Six noble, precious metallic elements clustered together in the periodic table

'Platinum group metals (PGMs) in the periodic table
| white;| H | | He | | | | | | | | | | | | | | | | |
| Li | Be | | B | white;|C | white;|N | white;|O | F | Ne | | | | | | | | | | |
| Na | Mg | | Al | Si | P | S | Cl | Ar | | | | | | | | | | |
| K | Ca | | Sc | Ti | V | Cr | Mn | Fe | Co | Ni | Cu | Zn | Ga | Ge | As | Se | Br | Kr |
| Rb | Sr | | Y | Zr | Nb | Mo | Tc | Ru | Rh | Pd | Ag | Cd | In | Sn | Sb | Te | I | Xe |
| Cs | Ba | * | Lu | Hf | Ta | W | Re | Os | Ir | Pt | Au | Hg | Tl | Pb | Bi | Po | At | Rn |
| Fr | Ra | ** | Lr | Rf | Db | Sg | Bh | Hs | Mt | Ds | Rg | Cn | Nh | Fl | Mc | Lv | Ts | Og | |

| | | * | La | Ce | Pr | Nd | Pm | Sm | Eu | Gd | Tb | Dy | Ho | Er | Tm | Yb | | |
| | | ** | Ac | Th | Pa | U | Np | Pu | Am | Cm | Bk | Cf | Es | Fm | Md | No | | |

The platinum-group metals (Note: Also known as the platinoids, platinides, platidises, platinum group, platinum metals, platinum family, or platinum-group elements (PGEs).) (PGMs) are six noble, precious metallic elements clustered together in the periodic table. These elements are all transition metals in the d-block (groups 8, 9, and 10, periods 5 and 6).
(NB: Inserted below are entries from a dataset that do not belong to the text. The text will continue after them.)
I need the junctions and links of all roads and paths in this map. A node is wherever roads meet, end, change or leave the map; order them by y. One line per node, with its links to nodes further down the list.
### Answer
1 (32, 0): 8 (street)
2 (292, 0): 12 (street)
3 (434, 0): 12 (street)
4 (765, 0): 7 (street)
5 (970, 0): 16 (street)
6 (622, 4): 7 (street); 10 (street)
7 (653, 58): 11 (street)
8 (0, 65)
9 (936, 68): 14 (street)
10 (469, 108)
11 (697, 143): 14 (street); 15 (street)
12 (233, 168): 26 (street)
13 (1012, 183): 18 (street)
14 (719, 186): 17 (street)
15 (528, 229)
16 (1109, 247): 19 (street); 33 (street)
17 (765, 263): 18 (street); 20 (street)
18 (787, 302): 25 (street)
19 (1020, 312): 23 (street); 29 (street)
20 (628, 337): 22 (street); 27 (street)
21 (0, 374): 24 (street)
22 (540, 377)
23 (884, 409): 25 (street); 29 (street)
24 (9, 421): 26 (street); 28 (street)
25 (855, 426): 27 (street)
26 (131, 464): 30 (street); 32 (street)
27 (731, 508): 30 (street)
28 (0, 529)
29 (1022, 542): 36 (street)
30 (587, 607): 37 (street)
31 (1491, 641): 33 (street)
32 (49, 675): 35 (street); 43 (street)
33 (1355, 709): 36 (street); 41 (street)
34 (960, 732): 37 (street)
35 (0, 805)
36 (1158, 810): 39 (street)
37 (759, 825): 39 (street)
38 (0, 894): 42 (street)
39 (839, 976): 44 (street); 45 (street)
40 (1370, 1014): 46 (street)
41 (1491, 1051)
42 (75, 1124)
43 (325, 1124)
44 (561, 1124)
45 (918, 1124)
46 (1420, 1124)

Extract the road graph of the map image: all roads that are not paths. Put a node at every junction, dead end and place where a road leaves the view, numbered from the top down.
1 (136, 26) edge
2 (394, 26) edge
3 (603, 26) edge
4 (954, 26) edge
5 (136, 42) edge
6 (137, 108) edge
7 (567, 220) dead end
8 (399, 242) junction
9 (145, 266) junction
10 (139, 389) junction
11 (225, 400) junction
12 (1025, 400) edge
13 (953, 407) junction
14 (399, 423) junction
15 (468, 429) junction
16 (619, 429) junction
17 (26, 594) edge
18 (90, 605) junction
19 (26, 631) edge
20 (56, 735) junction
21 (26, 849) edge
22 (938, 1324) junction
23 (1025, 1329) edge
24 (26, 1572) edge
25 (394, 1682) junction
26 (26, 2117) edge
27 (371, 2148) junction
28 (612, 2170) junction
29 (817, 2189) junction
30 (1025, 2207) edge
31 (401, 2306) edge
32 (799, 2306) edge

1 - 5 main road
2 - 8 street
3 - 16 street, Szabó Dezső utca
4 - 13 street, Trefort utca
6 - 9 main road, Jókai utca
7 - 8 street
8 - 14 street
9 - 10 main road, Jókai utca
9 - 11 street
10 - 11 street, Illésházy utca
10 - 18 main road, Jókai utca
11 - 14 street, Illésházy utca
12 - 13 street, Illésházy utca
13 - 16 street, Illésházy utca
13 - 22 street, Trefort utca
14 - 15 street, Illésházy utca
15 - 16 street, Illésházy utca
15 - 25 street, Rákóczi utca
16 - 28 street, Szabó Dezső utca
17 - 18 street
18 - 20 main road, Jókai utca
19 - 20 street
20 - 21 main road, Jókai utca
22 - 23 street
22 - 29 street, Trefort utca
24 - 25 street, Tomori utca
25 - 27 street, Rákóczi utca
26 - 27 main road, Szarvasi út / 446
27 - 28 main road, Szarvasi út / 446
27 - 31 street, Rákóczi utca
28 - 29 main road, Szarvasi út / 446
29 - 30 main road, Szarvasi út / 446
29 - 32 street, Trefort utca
The six platinum-group metals are ruthenium, rhodium, palladium, osmium, iridium, and platinum. They have similar physical and chemical properties, and tend to occur together in the same mineral deposits. However, they can be further subdivided into the iridium-group platinum-group elements (IPGEs: Os, Ir, Ru) and the palladium-group platinum-group elements (PPGEs: Rh, Pt, Pd) based on their behaviour in geological systems.

The three elements above the platinum group in the periodic table (iron, nickel and cobalt) are all ferromagnetic; these, together with the lanthanide element gadolinium (at temperatures below 20 °C), are the only known transition metals that display ferromagnetism near room temperature.

== History ==
Naturally occurring platinum and platinum-rich alloys were known by pre-Columbian Americans for many years. However, even though the metal was used by pre-Columbian peoples, the first European reference to platinum appears in 1557 in the writings of the Italian humanist Julius Caesar Scaliger (1484–1558) as a description of a mysterious metal found in Central American mines between Darién (Panama) and Mexico ("up until now impossible to melt by any of the Spanish arts").

The name platinum is derived from the Spanish word platina ("little silver"), the name given to the metal by Spanish settlers in Colombia. They regarded platinum as an unwanted impurity in the silver they were mining.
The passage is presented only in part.